Toc toc, qwinnnnn (la porte s'ouvre d'un coup devant moi, comme si quelqu'un avait appuyé sur un bouton). Me voici donc dans ce fameux bureau dont tant de gens parlent.. Je n'y suis jamais venu. On raconte que le président de la République y serait venu en personne. J'avoue être impressionné par le faste et le prestige de la pièce. Des tableaux,  me semble-t-il d'une très grande qualité, longeant toute la pièce.. Et au fond de la pièce, un imposant bureau d'un bois, dont la majesté semble évidente, assombri par de hauts rideaux de couleur marron foncé.. Le baron impose son ora dominatrice dans toute la vaste pièce :
"--Tu es en retard, je commençais à me faire du souci.
-- Oui, mon vol a pris du retard
--Bien, installes toi, il ne me reste que peu de temps à t'accorder ".

Empli de tracc et d'excitation, je longe la pièce à pas de course, et m'installe juste en face du maître.
"--Bien, Commençons ( Il ouvre un Dossier gros comme un livre religieux et recadre ses lunettes avec une grande élégance).
À partir de maintenant, tu devras être un homme, un homme fort. Le destin a placé de grandes responsabilités entre tes mains, je me dois de te mettre en garde..
-- Excusez-moi maître, je suis confus.
-- Tes parents s'en sont allés, et tes frères avec eux.
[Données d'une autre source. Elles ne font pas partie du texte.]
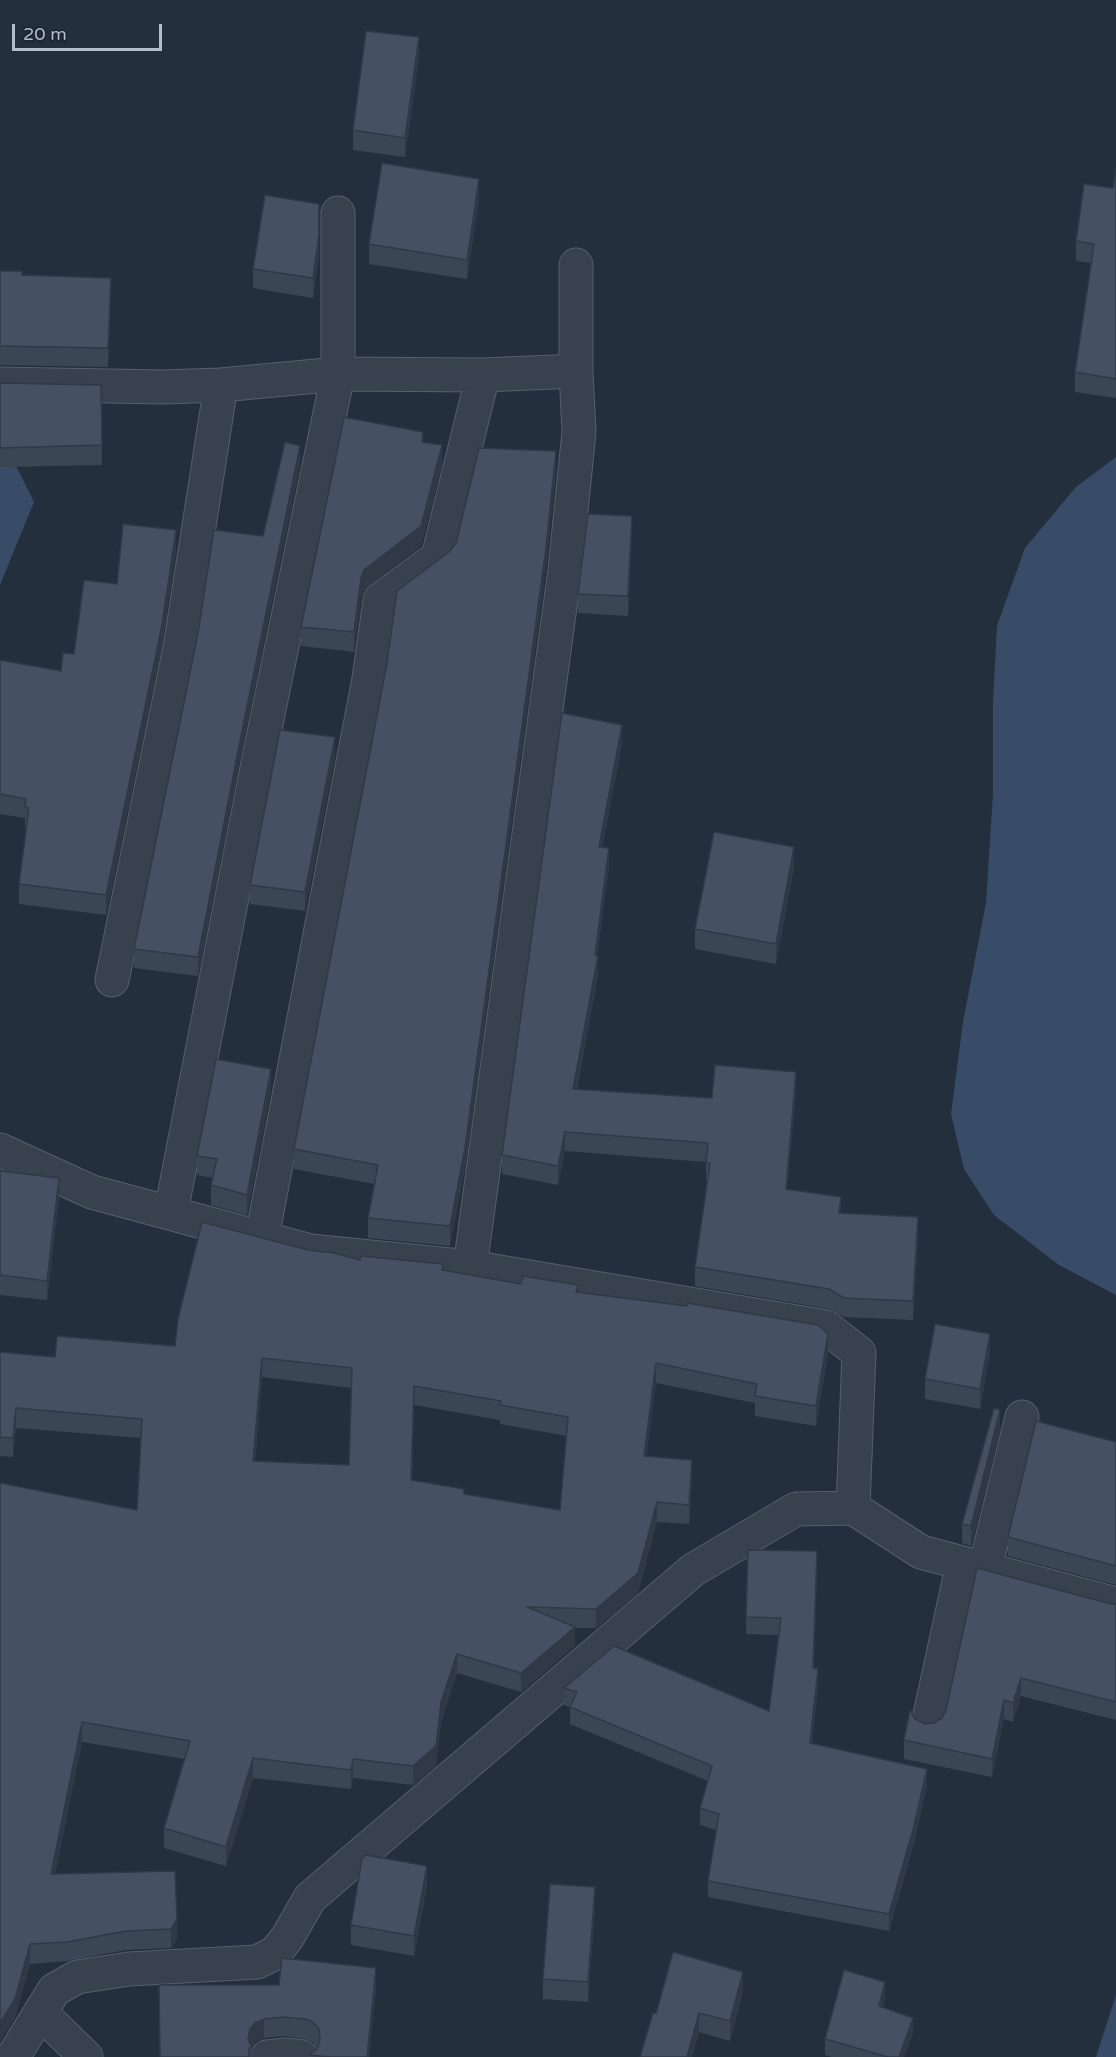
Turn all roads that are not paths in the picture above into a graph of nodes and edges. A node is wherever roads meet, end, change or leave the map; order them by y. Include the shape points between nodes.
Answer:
1 (338, 213) dead end
2 (576, 265) dead end
3 (576, 371) junction
4 (338, 374) junction
5 (483, 375) junction
6 (0, 384) edge
7 (221, 386) junction
8 (112, 980) dead end
9 (0, 1150) edge
10 (171, 1212) junction
11 (262, 1237) junction
12 (470, 1267) junction
13 (1022, 1417) dead end
14 (853, 1508) junction
15 (974, 1566) junction
16 (1116, 1604) edge
17 (928, 1724) edge
18 (41, 2013) junction
19 (13, 2057) edge
20 (86, 2057) edge
21 (267, 2057) edge
22 (302, 2057) edge

1 - 4 street
2 - 3 street
3 - 5 street
3 - 12 street via 579,432 565,570
4 - 5 street
4 - 7 street
4 - 10 street
5 - 11 street via 438,557 380,600 367,691
6 - 7 street
7 - 8 street via 180,648
9 - 10 street via 92,1192
10 - 11 street
11 - 12 street via 310,1251
12 - 14 street via 826,1327 859,1353
13 - 15 street
14 - 15 street via 921,1552
14 - 18 street via 796,1509 693,1570 310,1898 274,1953 257,1962 129,1969 77,1977 54,1990
15 - 16 street
15 - 17 street
18 - 19 street
18 - 20 street
21 - 22 street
Du point de vue légal et en respect de l'article 167 de la constitution de notre pays, tu es l'unique dépositaire de l'héritage familial, un véritable empire ! "
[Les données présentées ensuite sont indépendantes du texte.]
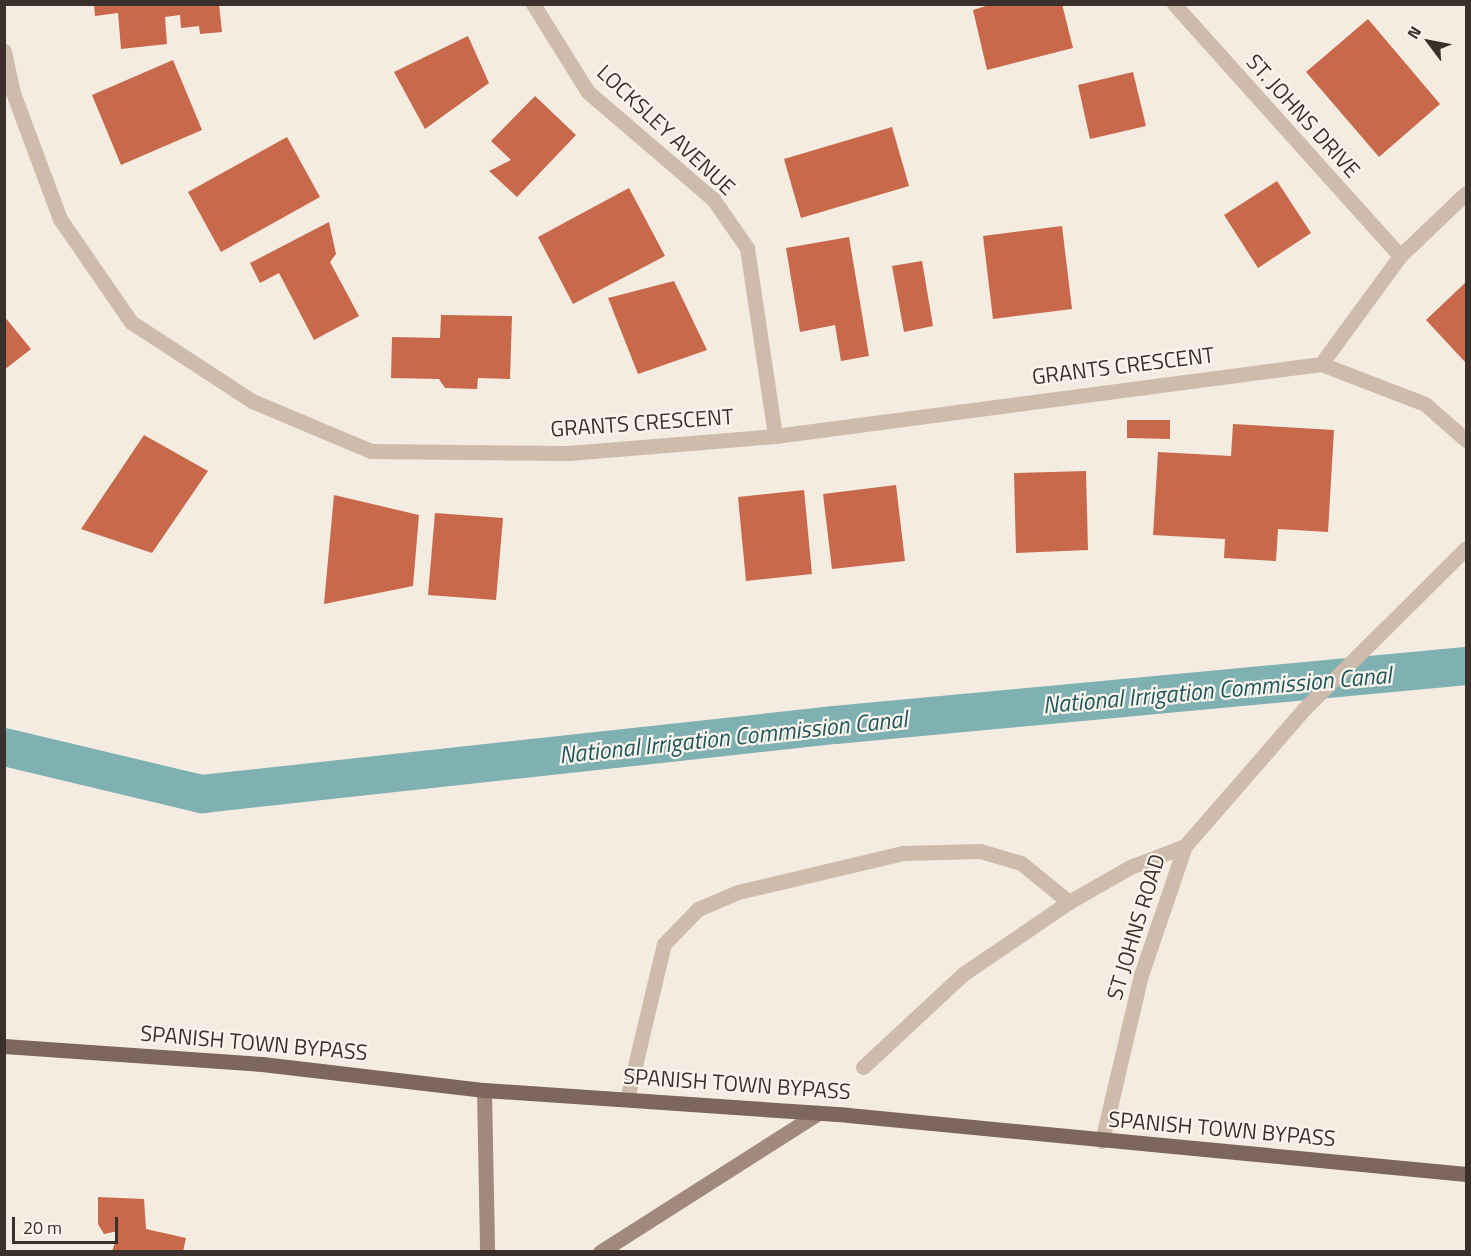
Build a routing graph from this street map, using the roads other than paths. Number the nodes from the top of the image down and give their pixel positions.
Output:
1 (533, 4) edge
2 (1174, 4) edge
3 (4, 51) edge
4 (1467, 193) edge
5 (1400, 256) junction
6 (1321, 364) junction
7 (775, 436) junction
8 (1467, 440) edge
9 (1467, 548) edge
10 (1185, 846) junction
11 (1069, 902) junction
12 (4, 1046) edge
13 (863, 1067) dead end
14 (484, 1090) junction
15 (627, 1099) junction
16 (818, 1113) junction
17 (1102, 1141) junction
18 (1467, 1174) edge
19 (606, 1250) edge
20 (487, 1251) edge

1 - 7 street, LOCKSLEY AVENUE
2 - 5 street, ST. JOHNS DRIVE
3 - 7 street, GRANTS CRESCENT
4 - 5 street
5 - 6 street
6 - 7 street, GRANTS CRESCENT
6 - 8 street, GRANTS CRESCENT
9 - 10 street, ST JOHNS ROAD
10 - 11 street
10 - 17 street, ST JOHNS ROAD
11 - 13 street
11 - 15 street
12 - 14 main road, SPANISH TOWN BYPASS
14 - 15 main road, SPANISH TOWN BYPASS
14 - 20 main road
15 - 16 main road, SPANISH TOWN BYPASS
16 - 17 main road, SPANISH TOWN BYPASS
16 - 19 main road
17 - 18 main road, SPANISH TOWN BYPASS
À ce moment, je me retrouve à nouveau dans mon monde intérieur. Je suis conscient que mes parents disposaient de nombreux biens, et que ma mère était l'actionnaire majoritaire de la banque d'affaires dont elle était la fondatrice, mais si ce monsieur au bras si long et à la réputation internationale est lui même impressionné, cela signifie que je suis encore très loin de la réalité.

"-- Tu ne le sais peut être pas, mais tes parents ont toujours vécu très chichement, comparativement à leurs revenus en tout cas. Sur une période de trente trois ans, ta famille a amassée la bagatelle de 38 millions d'euros, avec en plus des résidences, ici à Douala, à Yaoundé, à Edéa. Tes parents disposaient aussi d'un total de 17500 m2 de terrains aux abords du pays, et de plantations de noix de palme dans le littoral . Tu es donc le nouveau président du conseil d'administration de la CACB ( Central Africa Commercial Bank) et l'unique administrateur de ces biens.

Pendant dix secondes, un silence de cimetière règne dans la pièce insonorisée.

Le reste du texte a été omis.